Every line in the listing below that holds the word "graph" should be returned.

▸ **Extracted records**

>>>

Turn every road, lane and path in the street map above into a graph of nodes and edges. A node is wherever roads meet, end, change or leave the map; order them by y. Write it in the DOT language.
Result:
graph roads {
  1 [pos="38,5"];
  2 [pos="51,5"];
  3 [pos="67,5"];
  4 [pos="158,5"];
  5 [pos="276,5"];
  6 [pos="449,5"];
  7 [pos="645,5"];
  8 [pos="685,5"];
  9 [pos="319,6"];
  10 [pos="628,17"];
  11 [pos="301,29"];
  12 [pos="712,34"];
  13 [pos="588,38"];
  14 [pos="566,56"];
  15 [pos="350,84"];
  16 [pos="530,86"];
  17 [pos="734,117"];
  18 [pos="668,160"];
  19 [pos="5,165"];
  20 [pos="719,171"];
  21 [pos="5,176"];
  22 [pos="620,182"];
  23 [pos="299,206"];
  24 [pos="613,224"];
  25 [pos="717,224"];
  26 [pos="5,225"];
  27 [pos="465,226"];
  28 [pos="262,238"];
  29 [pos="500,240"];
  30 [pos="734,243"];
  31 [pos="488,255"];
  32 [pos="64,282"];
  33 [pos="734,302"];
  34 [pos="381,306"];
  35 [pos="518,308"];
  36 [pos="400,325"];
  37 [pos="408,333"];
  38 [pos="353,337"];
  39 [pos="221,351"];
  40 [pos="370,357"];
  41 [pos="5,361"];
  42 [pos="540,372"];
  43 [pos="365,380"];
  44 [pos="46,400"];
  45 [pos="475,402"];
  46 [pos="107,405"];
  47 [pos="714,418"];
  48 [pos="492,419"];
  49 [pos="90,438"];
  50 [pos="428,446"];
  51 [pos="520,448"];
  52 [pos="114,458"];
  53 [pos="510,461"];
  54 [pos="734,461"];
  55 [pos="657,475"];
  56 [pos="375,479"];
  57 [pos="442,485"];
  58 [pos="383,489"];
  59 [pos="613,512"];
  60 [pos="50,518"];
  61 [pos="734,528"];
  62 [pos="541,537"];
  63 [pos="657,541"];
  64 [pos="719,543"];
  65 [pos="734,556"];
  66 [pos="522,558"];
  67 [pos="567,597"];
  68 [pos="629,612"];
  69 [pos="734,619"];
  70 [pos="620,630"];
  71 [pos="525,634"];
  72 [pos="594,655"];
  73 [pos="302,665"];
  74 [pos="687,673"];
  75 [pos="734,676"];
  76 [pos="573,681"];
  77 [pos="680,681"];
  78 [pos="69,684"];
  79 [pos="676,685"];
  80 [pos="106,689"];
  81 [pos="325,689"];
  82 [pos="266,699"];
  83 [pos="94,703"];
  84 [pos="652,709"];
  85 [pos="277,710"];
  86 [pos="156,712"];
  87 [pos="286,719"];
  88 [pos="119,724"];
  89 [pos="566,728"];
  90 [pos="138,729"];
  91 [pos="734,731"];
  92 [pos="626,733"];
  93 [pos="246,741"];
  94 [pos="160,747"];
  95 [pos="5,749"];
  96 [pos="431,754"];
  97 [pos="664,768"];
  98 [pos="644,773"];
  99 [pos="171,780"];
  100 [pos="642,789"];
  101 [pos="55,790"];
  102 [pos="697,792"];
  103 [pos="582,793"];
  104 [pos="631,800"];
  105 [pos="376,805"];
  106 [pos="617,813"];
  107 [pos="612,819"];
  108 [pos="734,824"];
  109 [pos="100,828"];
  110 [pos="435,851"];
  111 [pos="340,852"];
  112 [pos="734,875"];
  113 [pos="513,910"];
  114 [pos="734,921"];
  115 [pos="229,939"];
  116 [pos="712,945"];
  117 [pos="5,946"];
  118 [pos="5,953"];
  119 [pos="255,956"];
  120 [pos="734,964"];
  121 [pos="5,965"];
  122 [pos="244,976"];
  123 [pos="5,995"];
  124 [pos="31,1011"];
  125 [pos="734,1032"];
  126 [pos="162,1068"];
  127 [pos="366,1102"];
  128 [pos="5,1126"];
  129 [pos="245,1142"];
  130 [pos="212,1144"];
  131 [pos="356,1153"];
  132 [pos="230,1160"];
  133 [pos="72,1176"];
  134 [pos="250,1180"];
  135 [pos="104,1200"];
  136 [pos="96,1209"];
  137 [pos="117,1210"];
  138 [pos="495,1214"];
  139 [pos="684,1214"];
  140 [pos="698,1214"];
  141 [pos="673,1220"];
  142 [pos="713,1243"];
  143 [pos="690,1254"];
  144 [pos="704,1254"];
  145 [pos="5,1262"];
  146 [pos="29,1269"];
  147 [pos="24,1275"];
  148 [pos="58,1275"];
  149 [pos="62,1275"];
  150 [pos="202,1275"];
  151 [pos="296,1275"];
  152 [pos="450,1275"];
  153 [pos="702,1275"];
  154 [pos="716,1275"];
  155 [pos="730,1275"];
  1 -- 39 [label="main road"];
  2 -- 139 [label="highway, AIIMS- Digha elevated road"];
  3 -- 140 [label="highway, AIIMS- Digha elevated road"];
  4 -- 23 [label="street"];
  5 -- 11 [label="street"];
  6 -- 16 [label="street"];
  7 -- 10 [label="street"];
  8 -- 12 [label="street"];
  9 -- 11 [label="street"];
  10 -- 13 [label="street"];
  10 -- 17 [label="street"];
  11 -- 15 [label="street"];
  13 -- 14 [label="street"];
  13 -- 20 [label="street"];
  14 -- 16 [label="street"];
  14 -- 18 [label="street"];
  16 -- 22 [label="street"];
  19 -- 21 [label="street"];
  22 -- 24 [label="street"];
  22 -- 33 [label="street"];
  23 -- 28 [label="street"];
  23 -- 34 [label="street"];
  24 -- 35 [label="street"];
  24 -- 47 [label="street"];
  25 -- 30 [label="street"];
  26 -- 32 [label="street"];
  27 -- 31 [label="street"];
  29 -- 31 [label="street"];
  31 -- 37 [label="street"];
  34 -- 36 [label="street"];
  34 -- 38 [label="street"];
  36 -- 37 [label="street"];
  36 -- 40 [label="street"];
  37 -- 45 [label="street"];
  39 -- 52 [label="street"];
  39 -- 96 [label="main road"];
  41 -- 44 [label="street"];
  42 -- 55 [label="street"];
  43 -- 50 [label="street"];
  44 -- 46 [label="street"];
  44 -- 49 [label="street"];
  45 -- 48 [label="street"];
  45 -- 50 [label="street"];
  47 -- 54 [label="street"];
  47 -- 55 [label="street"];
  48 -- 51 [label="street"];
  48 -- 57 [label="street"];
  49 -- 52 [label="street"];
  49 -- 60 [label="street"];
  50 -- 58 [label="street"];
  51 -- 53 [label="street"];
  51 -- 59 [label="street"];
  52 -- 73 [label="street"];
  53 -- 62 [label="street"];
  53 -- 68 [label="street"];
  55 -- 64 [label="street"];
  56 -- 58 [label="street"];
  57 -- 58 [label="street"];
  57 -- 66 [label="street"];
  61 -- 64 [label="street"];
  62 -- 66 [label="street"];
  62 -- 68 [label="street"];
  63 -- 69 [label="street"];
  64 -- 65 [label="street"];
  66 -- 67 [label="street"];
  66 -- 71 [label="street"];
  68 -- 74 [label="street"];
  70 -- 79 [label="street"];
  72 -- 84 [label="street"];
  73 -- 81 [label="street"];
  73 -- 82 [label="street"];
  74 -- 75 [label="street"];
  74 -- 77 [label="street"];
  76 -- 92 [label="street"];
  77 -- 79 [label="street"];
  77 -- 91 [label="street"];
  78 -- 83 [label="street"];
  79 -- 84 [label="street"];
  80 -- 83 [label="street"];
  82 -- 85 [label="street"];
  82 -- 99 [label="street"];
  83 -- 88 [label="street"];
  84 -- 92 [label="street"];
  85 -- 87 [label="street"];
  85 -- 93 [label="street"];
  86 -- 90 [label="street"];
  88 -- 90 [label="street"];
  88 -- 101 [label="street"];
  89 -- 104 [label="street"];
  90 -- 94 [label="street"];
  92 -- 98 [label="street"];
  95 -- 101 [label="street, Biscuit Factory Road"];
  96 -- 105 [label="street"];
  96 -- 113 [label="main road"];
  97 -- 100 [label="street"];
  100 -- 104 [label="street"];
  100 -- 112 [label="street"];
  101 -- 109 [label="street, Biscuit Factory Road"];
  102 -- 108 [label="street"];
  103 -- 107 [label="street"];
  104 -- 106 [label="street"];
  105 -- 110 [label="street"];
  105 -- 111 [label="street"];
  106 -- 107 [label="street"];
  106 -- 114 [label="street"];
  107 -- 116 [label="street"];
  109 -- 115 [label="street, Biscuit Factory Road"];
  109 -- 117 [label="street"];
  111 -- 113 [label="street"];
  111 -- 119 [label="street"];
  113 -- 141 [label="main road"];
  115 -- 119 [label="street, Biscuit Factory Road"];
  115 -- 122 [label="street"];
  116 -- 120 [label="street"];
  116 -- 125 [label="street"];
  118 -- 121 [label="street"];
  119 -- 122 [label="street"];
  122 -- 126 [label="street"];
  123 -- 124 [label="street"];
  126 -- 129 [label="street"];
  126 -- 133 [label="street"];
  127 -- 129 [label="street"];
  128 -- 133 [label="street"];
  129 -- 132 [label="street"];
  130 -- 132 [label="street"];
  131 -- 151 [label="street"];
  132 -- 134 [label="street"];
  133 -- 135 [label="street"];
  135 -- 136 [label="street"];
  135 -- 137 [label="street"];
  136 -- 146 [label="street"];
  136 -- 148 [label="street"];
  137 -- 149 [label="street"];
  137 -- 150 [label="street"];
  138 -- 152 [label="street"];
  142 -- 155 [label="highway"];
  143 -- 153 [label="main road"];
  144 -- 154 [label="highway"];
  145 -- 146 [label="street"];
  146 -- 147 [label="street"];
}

<<<

▸ **Output below**
Turn every road, lane and path in the street map above into a graph of nodes and edges. A node is wherever roads meet, end, change or leave the map; order them by y. Write it in the DOT language.
graph roads {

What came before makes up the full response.